鬼才ニルス・クラインを起用した現代のチェンバーミュージック!
Chamber music representing the modern era, featuring the genius Nils Klein!
Ben Goldberg / Orphic Machine / 2015年
ベン・ゴールドバーグ / オルフェック・マシーン
Clarinet, Composed By, Arranged By – Ben Goldberg
Bass – Greg Cohen
Drums – Ches Smith
Guitar– Nels Cline
Piano – Myra Melford
Tenor Saxophone – Rob Sudduth
Trumpet – Ron Miles
Vibraphone – Kenny Wollesen
Voice, Violin – Carla Kihlstedt
Words By – Allen Grossman
きょうは、先日紹介のアリソン・ミラーズ・ブーム・チック・ブームのキーマン、ベテラン・クラリネット奏者ベン・ゴールドバーグを取り上げてみたい。
このアルバムは、2015年リリース。
メンバーは、ベースのグレッグ・コーエン。
ドラムに、チェス・スミス。
トランペットの詩人、ロン・マイルス。
テナーサックスに、ロブ・サドゥス。
ヴォーカル、ヴァイオリンで、カーラ・キールシュテット。
ピアノに、マイラ・メルフォードという錚々たるメンツだ。
クラリネットの美しいハーモニーで始まり、
そこにキールシュテットの魅力的なヴォーカルが重なる。
へ〜こういうのもたまにはいいか、なんておだやかな気持ちで聴いていると間奏あたりからギターの音が静かにナチュラルに重なってくる。しかし次第にギターの音はネルス・クラインらしいノイジーなものに変化。
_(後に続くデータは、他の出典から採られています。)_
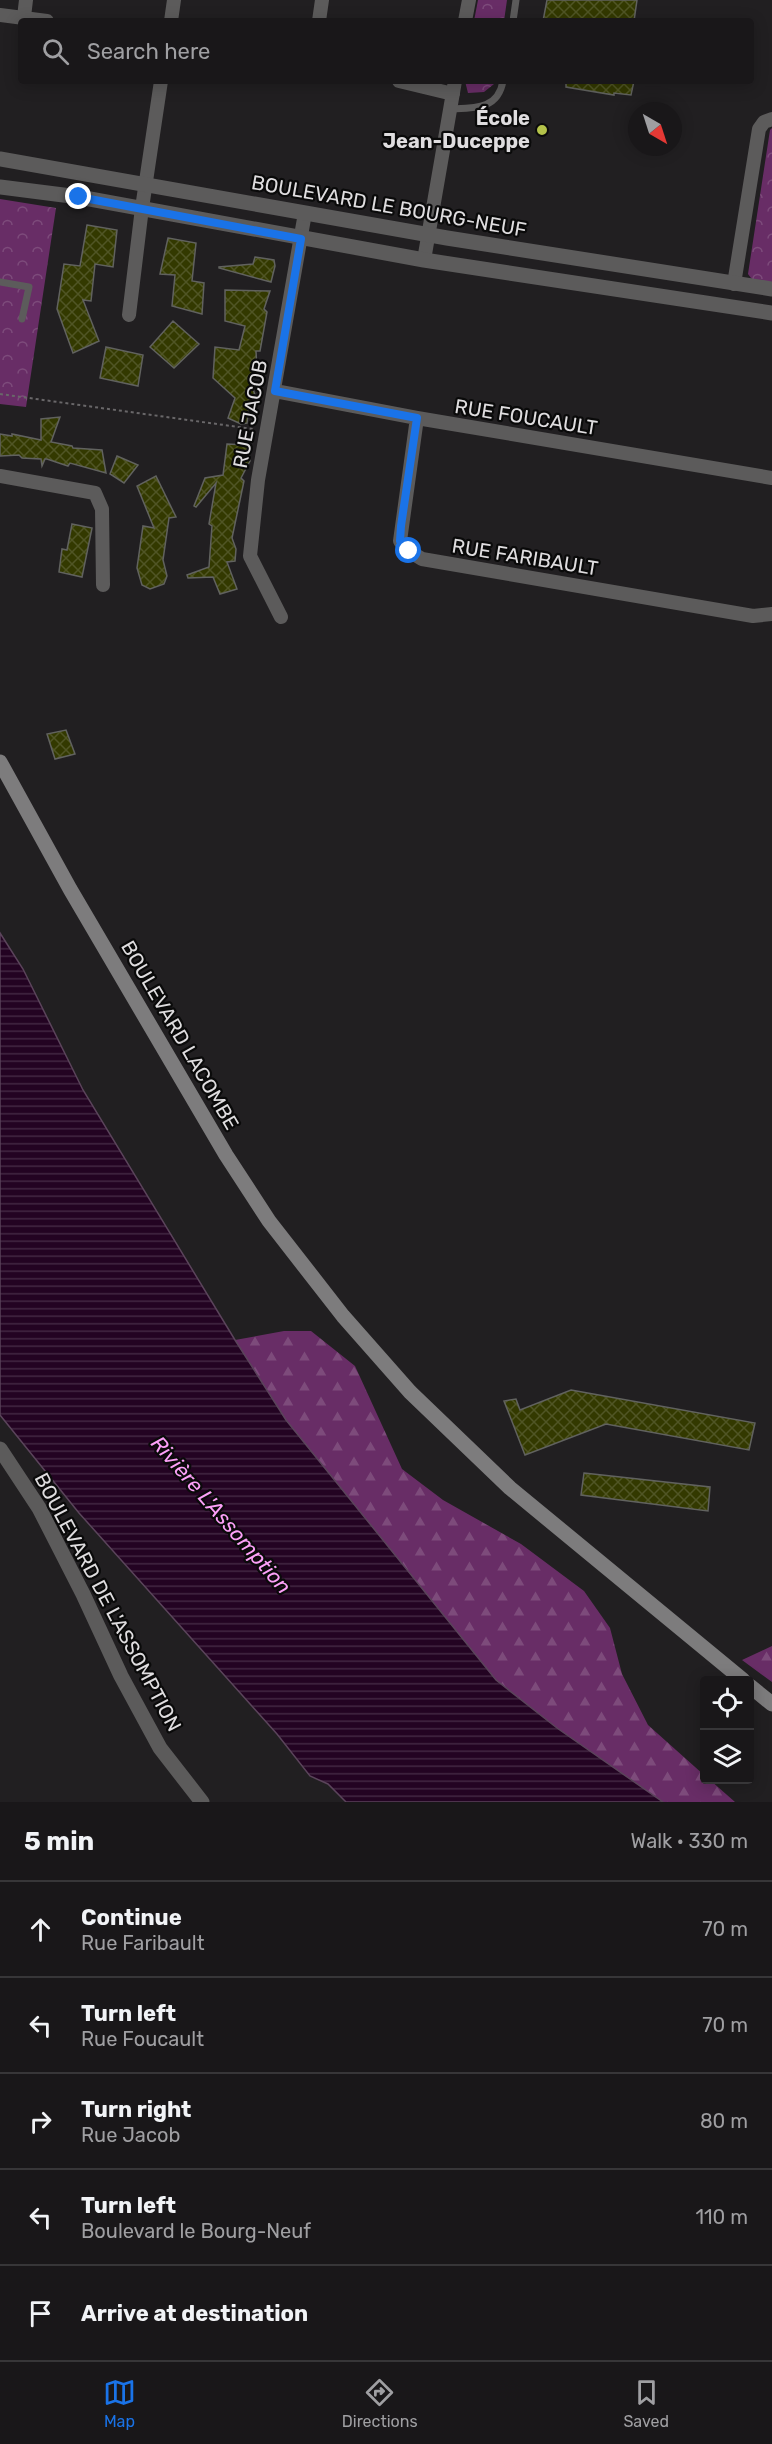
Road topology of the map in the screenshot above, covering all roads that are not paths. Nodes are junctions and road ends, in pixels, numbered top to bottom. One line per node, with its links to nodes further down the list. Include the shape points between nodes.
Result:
1 (26, 0): 7 (street)
2 (174, 0): 9 (street)
3 (322, 0): 10 (street)
4 (469, 0): 11 (street)
5 (516, 0): 12 (lane)
6 (0, 15): 7 (street)
7 (24, 17): 8 (street)
8 (30, 18)
9 (171, 18)
10 (319, 18)
11 (466, 18)
12 (513, 18)
13 (161, 84): 20 (street)
14 (426, 84): 16 (street)
15 (502, 84): 17 (lane, via 492,102 478,108)
16 (454, 87): 17 (street)
17 (450, 109): 24 (street)
18 (772, 118): 28 (street, via 759,129)
19 (0, 159): 20 (street, BOULEVARD LE BOURG-NEUF)
20 (146, 185): 22 (street); 23 (street, BOULEVARD LE BOURG-NEUF)
21 (0, 187): 22 (street)
22 (142, 208): 25 (street); 31 (street)
23 (305, 213): 24 (street, BOULEVARD LE BOURG-NEUF); 25 (street, RUE JACOB)
24 (428, 235): 26 (street); 28 (street, BOULEVARD LE BOURG-NEUF)
25 (301, 239): 26 (street); 33 (street, RUE JACOB)
26 (424, 260): 30 (street)
27 (0, 282): 32 (lane, via 29,287)
28 (734, 284): 29 (street, BOULEVARD LE BOURG-NEUF)
29 (772, 290)
30 (772, 313)
31 (129, 315)
32 (22, 319)
33 (275, 391): 34 (street, RUE FOUCAULT); 39 (street, RUE JACOB, via 258,480 250,556)
34 (417, 418): 36 (street, RUE FOUCAULT); 38 (street, RUE FARIBAULT, via 400,541 422,559 753,616)
35 (0, 476): 37 (street, via 96,493 102,508)
36 (772, 478)
37 (103, 585)
38 (772, 614)
39 (281, 617)
40 (0, 762): 42 (main road, BOULEVARD LACOMBE, via 226,1155 268,1221 343,1316 410,1392 510,1488)
41 (0, 1449): 45 (street, BOULEVARD DE L'ASSOMPTION, via 39,1508 160,1748)
42 (738, 1676)
43 (754, 1689): 44 (main road)
44 (772, 1704)
45 (202, 1802)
楽曲も終盤に向かい徐々に盛り上がりを見せフィニッシュ。そのアンサンブルのバランスが絶妙。
クラインのギターは曲によって、
涼し気なコンピング、
環境音のような電子音、
ブルージーなソロ、
ノイジーな咆哮など。
激しさをともなったものもあり、楽曲に確かな陰影を刻んでいる。
それでも絶妙なバランスで美しく牧歌的なサウンドを邪魔することないのは、
プロデューサーあるいは、ゴールドバーグの力量だろう。
ジャズ、クラシカル、フォークなどのアメリカーナの要素が渾然一体、
華やかで美しいだけではない現代のチェンバー・ミュージック。
なかなか心地よい音楽。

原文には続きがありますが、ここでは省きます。